WHAT TO WORK ON> Work through the material below and count the lines holding the word "Autopista"; give that count and nothing more.

== DATASET CONTENT ==

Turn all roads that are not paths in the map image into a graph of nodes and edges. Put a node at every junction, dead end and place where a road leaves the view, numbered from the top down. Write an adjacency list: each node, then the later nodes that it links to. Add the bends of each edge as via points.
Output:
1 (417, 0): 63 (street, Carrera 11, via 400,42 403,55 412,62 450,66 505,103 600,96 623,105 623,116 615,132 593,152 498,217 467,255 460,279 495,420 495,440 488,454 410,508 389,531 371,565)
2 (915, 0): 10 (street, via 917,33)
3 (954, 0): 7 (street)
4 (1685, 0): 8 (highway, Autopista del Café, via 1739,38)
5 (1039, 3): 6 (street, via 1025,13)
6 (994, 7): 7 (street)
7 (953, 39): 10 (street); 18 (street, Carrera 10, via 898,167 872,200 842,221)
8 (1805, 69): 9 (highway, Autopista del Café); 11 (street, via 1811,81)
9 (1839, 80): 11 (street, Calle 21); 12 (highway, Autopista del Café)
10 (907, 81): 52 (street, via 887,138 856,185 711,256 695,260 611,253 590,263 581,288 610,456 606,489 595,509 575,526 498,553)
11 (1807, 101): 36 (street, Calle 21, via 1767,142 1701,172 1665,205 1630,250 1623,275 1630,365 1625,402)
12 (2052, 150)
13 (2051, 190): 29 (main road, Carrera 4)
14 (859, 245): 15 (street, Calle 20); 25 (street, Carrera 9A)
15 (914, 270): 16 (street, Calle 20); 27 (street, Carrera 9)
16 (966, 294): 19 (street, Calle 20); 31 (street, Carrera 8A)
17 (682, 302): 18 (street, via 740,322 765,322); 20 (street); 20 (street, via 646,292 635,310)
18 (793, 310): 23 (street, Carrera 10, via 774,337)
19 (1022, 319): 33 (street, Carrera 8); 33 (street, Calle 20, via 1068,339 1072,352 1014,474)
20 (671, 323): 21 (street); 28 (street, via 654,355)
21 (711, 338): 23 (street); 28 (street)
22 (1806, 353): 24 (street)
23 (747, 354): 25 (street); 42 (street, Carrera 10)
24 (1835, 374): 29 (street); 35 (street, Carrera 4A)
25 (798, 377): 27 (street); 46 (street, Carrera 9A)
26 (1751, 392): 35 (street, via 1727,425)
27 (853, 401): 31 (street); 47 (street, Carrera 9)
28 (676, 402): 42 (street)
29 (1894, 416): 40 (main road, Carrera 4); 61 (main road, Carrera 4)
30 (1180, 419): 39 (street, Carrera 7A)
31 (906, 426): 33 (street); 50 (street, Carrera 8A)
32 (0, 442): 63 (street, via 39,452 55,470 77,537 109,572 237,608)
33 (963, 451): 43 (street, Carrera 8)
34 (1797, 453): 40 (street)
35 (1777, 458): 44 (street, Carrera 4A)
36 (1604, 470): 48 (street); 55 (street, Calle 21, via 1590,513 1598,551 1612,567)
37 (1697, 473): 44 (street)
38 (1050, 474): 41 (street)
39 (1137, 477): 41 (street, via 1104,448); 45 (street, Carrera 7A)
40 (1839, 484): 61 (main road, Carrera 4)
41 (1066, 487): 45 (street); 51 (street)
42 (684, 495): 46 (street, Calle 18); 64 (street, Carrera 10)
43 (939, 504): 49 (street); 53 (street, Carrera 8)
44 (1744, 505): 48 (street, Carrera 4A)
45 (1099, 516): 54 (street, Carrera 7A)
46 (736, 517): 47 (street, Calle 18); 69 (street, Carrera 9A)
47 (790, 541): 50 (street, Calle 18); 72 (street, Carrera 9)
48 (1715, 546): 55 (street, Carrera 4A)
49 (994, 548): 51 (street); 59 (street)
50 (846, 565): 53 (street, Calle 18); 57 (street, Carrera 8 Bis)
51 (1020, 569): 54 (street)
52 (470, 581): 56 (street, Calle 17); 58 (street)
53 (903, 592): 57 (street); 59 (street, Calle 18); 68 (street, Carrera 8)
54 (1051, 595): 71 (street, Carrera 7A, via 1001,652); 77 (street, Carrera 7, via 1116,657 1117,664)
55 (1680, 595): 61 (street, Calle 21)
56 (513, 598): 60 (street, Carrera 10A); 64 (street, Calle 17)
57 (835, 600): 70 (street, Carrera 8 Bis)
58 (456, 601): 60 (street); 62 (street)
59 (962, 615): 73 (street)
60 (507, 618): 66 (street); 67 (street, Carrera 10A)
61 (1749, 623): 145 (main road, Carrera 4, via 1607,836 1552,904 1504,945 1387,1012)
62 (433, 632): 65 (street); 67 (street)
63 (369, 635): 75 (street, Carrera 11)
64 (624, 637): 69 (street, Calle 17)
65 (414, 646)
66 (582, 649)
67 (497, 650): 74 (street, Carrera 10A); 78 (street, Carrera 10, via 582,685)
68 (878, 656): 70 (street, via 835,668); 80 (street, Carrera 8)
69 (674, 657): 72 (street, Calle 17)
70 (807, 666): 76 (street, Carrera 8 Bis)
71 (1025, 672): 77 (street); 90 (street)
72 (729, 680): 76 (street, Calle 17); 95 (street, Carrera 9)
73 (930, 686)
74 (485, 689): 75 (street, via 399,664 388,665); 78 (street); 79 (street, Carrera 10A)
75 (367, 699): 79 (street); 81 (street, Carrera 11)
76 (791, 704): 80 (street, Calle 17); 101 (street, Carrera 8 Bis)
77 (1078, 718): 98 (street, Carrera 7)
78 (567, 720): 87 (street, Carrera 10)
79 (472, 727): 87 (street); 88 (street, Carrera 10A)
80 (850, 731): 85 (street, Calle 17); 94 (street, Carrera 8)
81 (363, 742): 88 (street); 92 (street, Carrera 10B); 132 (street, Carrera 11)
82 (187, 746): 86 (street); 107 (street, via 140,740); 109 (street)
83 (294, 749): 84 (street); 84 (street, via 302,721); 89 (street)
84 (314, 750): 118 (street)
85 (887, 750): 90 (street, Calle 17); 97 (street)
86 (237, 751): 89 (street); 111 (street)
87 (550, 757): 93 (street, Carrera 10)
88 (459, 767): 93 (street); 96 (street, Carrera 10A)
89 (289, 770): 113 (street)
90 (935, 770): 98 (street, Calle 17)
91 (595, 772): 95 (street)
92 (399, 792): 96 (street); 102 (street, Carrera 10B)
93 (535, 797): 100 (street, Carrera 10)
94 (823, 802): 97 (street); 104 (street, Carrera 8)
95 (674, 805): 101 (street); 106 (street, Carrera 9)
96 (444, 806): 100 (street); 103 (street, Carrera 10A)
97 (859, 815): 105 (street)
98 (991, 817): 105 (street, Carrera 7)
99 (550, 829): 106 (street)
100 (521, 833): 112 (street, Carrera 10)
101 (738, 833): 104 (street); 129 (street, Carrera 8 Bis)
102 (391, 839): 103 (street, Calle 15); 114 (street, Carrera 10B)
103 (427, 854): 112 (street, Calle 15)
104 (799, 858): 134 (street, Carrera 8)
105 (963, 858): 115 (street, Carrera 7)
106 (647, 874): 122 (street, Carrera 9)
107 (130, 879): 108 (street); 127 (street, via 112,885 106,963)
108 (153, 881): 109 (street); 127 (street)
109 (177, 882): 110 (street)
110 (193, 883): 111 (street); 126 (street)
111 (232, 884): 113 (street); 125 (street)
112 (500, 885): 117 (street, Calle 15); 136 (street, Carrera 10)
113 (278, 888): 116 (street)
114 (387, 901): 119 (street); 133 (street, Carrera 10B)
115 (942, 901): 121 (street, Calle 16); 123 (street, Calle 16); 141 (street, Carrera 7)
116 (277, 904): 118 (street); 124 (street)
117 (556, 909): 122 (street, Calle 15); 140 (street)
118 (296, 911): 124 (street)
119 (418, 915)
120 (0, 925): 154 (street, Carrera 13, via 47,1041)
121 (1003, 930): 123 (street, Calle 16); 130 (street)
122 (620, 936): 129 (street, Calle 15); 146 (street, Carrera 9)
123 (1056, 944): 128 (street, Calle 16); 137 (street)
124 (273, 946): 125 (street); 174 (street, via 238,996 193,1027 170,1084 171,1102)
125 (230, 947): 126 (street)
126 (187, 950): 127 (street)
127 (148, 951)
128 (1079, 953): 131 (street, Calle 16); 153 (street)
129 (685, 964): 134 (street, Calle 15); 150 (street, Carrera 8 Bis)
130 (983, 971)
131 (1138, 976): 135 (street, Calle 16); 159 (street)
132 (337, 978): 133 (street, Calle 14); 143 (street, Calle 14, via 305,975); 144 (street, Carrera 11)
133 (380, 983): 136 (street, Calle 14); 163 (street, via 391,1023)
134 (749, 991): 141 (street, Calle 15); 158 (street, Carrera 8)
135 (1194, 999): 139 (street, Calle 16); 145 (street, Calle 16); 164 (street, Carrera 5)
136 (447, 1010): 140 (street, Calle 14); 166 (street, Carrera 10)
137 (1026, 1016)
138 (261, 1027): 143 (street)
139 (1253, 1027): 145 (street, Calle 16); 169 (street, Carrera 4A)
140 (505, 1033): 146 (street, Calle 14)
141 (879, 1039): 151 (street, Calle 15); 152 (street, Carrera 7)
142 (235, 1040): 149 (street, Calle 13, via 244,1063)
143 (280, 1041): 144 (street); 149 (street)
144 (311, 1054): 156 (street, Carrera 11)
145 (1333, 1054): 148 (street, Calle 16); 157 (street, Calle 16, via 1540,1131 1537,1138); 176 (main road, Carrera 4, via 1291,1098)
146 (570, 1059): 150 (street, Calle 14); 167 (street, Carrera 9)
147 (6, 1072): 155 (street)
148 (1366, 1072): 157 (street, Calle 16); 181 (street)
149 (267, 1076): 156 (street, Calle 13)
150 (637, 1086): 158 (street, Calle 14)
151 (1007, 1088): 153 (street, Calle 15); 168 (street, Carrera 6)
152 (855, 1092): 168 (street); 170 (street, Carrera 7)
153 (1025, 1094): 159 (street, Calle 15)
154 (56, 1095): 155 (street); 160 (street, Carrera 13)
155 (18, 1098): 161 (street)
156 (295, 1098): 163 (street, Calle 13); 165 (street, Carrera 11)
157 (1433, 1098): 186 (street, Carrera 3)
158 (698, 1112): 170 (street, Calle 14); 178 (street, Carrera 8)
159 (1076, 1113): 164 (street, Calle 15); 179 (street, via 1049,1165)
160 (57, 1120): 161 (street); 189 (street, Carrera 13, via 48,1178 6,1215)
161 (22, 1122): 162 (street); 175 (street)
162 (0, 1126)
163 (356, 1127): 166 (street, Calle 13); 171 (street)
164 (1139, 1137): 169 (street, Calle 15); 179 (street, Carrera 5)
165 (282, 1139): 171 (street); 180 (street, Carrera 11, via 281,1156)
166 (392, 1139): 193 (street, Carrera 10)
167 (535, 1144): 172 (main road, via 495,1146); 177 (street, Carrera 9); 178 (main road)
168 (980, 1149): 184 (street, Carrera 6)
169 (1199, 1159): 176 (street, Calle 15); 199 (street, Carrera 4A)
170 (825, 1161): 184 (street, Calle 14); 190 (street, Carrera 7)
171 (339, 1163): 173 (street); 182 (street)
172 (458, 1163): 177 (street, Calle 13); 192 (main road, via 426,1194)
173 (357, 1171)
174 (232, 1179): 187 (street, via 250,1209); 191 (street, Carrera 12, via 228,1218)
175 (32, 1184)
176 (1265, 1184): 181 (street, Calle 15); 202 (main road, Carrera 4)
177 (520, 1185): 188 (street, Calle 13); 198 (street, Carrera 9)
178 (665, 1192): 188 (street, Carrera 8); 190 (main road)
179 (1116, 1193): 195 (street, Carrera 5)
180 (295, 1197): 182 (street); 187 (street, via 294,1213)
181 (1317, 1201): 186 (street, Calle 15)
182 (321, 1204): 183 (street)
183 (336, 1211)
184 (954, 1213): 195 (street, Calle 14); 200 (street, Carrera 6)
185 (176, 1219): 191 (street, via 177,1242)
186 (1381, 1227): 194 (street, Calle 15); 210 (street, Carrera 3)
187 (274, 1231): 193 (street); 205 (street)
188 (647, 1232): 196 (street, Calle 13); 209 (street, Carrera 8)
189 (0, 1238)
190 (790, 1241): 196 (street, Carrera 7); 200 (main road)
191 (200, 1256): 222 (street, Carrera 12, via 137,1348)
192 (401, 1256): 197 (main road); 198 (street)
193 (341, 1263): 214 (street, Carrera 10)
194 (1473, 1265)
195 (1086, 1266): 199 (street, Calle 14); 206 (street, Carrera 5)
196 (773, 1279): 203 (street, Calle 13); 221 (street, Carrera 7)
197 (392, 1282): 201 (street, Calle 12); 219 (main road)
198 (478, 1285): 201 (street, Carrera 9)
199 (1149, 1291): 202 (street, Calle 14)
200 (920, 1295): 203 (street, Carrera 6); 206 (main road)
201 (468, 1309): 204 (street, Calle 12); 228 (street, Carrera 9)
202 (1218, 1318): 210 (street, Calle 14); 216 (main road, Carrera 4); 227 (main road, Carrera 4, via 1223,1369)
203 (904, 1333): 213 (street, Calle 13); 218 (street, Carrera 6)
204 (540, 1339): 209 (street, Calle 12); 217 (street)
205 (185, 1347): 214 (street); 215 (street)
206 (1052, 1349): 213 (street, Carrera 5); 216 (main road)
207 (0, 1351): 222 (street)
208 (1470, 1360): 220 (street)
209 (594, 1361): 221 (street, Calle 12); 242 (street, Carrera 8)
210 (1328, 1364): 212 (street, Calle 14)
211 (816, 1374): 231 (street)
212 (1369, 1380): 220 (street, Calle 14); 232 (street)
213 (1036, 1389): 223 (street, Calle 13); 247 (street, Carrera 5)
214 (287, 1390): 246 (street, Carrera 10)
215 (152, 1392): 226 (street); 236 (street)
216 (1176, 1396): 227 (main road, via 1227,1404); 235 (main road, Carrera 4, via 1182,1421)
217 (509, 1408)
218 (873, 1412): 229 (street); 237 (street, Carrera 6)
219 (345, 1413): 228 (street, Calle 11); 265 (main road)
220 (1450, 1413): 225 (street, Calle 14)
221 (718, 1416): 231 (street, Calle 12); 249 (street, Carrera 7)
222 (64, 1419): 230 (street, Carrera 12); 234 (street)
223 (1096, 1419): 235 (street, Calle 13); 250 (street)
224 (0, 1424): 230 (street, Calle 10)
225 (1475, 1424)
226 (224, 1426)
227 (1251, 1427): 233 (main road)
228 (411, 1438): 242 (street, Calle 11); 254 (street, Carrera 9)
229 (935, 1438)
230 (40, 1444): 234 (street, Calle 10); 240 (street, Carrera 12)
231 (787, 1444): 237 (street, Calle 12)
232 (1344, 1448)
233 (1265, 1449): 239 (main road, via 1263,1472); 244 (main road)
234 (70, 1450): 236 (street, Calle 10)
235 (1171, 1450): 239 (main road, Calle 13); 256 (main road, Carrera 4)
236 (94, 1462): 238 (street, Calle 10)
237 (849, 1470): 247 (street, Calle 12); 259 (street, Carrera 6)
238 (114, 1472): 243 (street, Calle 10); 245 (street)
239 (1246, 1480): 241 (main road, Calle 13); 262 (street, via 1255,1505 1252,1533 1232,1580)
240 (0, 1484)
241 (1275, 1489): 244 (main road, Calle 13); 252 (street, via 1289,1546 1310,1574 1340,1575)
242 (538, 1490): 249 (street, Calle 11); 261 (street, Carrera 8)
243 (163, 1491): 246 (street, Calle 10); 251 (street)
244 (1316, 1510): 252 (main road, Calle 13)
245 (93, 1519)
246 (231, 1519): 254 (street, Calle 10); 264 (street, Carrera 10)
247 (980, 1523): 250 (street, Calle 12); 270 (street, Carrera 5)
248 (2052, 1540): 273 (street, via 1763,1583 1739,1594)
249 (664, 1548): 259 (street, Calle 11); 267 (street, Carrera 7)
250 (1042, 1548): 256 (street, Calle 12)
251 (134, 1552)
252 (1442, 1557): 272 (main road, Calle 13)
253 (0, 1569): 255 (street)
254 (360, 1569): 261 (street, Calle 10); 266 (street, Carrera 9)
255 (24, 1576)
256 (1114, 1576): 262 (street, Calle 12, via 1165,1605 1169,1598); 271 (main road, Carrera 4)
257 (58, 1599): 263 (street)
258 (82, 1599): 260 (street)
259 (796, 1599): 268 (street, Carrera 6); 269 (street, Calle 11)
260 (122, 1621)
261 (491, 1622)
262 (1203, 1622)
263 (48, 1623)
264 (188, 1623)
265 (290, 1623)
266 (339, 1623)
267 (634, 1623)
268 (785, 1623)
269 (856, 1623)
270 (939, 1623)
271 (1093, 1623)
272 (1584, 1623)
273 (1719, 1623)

===

ANSWER TO THE EXERCISE> 3